DATA FOR ANALYSIS.
************
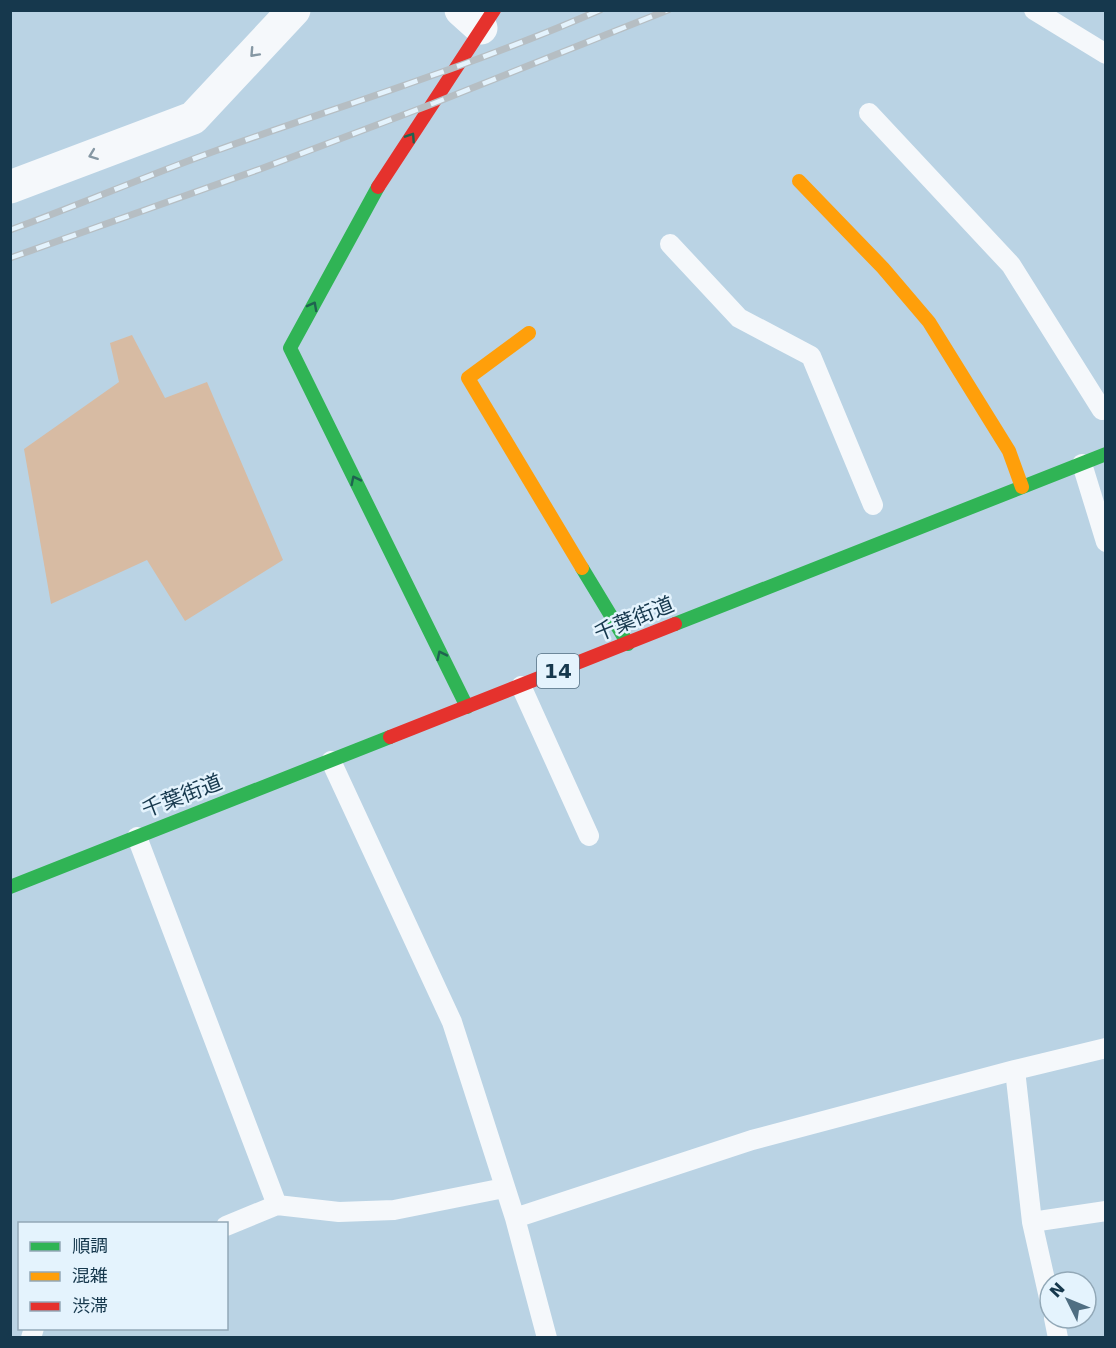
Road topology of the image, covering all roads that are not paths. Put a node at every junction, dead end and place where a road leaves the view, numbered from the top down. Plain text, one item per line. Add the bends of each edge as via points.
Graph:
1 (294, 10) edge
2 (1034, 10) edge
3 (479, 16) edge
4 (1106, 54) edge
5 (868, 113) dead end
6 (799, 181) dead end
7 (10, 187) edge
8 (670, 244) dead end
9 (529, 333) dead end
10 (1102, 410) dead end
11 (1106, 454) edge
12 (1082, 464) junction
13 (1022, 488) junction
14 (873, 505) dead end
15 (1106, 542) edge
16 (628, 644) junction
17 (521, 686) junction
18 (467, 707) junction
19 (331, 761) junction
20 (589, 836) dead end
21 (137, 837) junction
22 (10, 887) edge
23 (1106, 1048) edge
24 (1015, 1070) junction
25 (504, 1188) junction
26 (277, 1205) junction
27 (1106, 1211) edge
28 (515, 1218) junction
29 (1032, 1222) junction
30 (228, 1225) edge
31 (1043, 1270) edge
32 (547, 1338) edge

1 -> 7 street via 193,117
2 - 4 lane
18 -> 3 main road via 291,348 374,193
5 - 10 lane via 1011,265
6 - 13 main road via 929,322 1008,451
8 - 14 lane via 739,318 811,356
9 - 16 main road via 468,378
11 - 12 main road, 千葉街道 / 14
12 - 13 main road, 千葉街道 / 14
12 - 15 lane
13 - 16 main road, 千葉街道 / 14
16 - 17 main road, 千葉街道 / 14
17 - 18 main road, 千葉街道 / 14
17 - 20 lane
18 - 19 main road, 千葉街道 / 14
19 - 21 main road, 千葉街道 / 14
19 - 25 lane via 452,1022
21 - 22 main road, 千葉街道 / 14
21 - 26 lane
23 - 24 lane
24 - 28 lane via 752,1140
24 - 29 lane
25 - 26 lane via 394,1210 339,1212
25 - 28 lane
26 - 30 lane
27 - 29 lane
28 - 32 lane
29 - 31 lane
************
DIRECTIONS FOR THIS TASK.
Every line in the entries above that has the word "road" should be identified and copied.

YOUR RESPONSE.
Road topology of the image, covering all roads that are not paths. Put a node at every junction, dead end and place where a road leaves the view, numbered from the top down. Plain text, one item per line. Add the bends of each edge as via points.
18 -> 3 main road via 291,348 374,193
6 - 13 main road via 929,322 1008,451
9 - 16 main road via 468,378
11 - 12 main road, 千葉街道 / 14
12 - 13 main road, 千葉街道 / 14
13 - 16 main road, 千葉街道 / 14
16 - 17 main road, 千葉街道 / 14
17 - 18 main road, 千葉街道 / 14
18 - 19 main road, 千葉街道 / 14
19 - 21 main road, 千葉街道 / 14
21 - 22 main road, 千葉街道 / 14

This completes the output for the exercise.